Go through the listing and copy each line that has the string "then" in it.

STORED DATA below:

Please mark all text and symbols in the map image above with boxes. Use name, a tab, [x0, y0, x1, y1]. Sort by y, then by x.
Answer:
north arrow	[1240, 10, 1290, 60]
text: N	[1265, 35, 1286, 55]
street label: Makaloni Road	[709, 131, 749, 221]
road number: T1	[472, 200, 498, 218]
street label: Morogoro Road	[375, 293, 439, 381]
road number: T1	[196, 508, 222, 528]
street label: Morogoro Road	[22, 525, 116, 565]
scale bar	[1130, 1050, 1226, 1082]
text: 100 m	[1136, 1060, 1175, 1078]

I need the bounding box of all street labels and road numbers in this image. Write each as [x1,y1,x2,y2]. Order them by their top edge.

End of STORED DATA.
STORED DATA below:

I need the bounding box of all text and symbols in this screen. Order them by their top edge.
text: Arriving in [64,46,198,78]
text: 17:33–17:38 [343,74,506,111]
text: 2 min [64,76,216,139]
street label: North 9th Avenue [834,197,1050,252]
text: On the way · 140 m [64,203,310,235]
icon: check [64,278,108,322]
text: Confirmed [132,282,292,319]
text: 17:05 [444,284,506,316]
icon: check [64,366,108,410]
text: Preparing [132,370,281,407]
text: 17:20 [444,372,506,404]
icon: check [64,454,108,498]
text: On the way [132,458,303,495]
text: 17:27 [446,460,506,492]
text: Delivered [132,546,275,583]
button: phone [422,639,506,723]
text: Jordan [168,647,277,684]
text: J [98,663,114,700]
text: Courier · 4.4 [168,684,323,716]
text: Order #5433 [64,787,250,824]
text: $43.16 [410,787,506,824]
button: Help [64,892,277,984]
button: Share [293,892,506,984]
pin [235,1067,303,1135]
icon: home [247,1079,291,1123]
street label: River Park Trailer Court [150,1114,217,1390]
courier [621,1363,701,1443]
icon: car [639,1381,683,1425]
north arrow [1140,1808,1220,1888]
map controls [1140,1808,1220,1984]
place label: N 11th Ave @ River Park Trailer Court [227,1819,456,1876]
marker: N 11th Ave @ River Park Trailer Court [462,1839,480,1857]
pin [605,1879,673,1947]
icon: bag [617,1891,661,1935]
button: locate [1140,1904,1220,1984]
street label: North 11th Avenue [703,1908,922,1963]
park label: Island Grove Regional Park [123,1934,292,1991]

End of STORED DATA.
STORED DATA below:

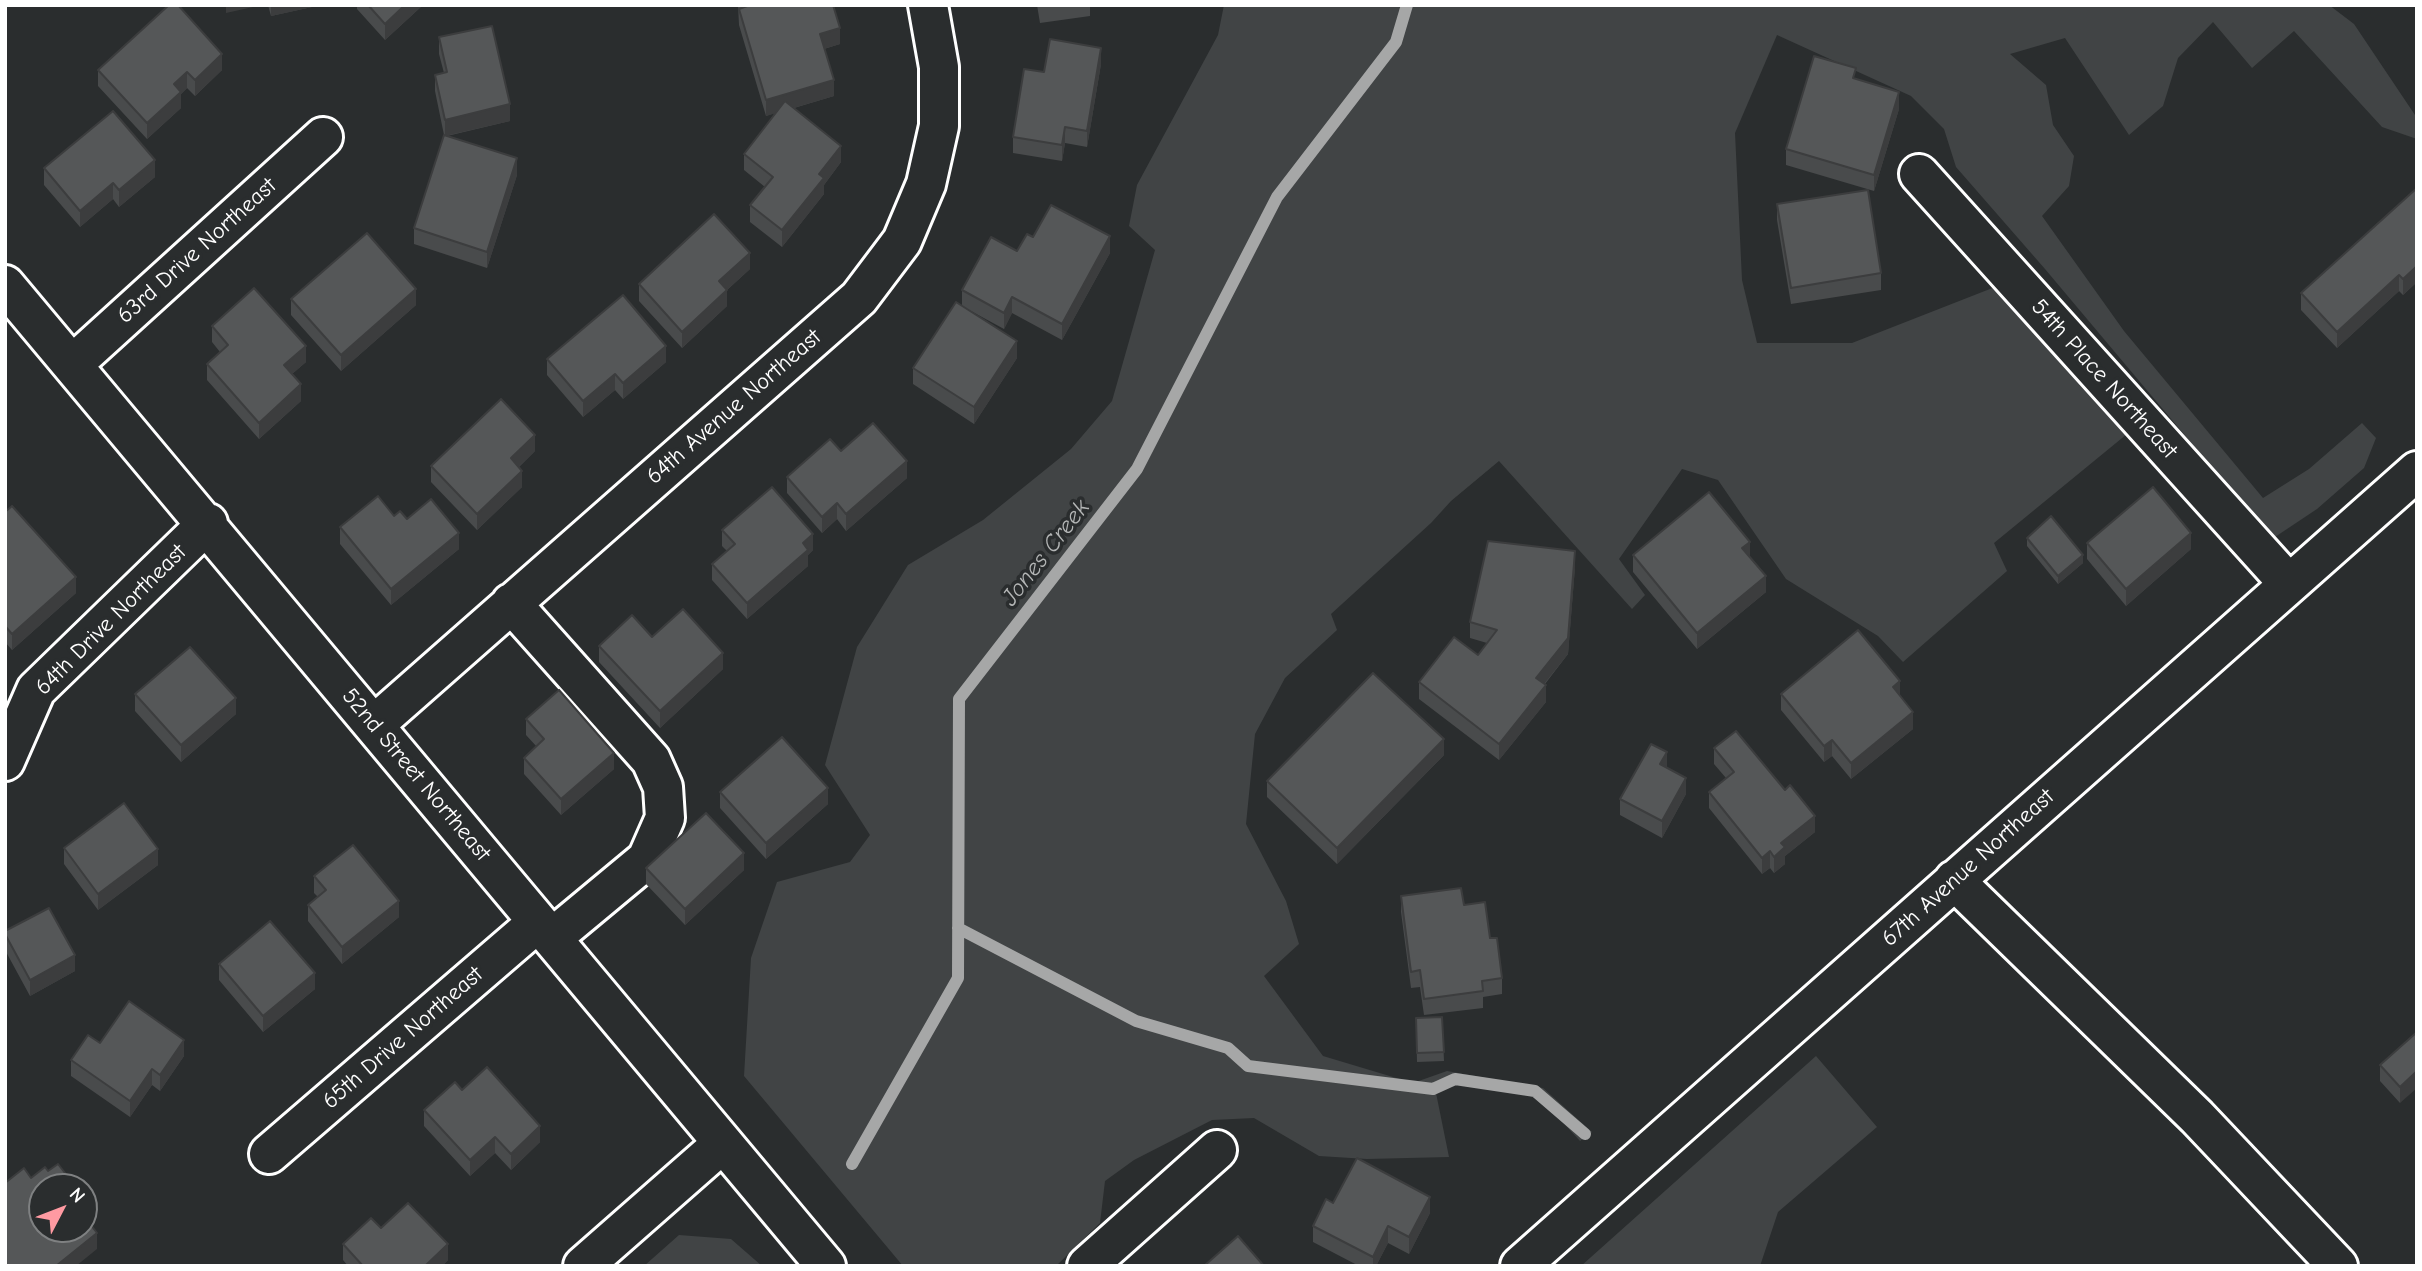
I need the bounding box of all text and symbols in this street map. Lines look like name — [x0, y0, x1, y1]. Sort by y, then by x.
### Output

End of STORED DATA.

(EXERCISE RESULT)
Please mark all text and symbols in the map image above with boxes. Use name, a tab, [x0, y0, x1, y1]. Sort by y, then by x.
I need the bounding box of all text and symbols in this street map. Lines look like name — [x0, y0, x1, y1]. Sort by y, then by x.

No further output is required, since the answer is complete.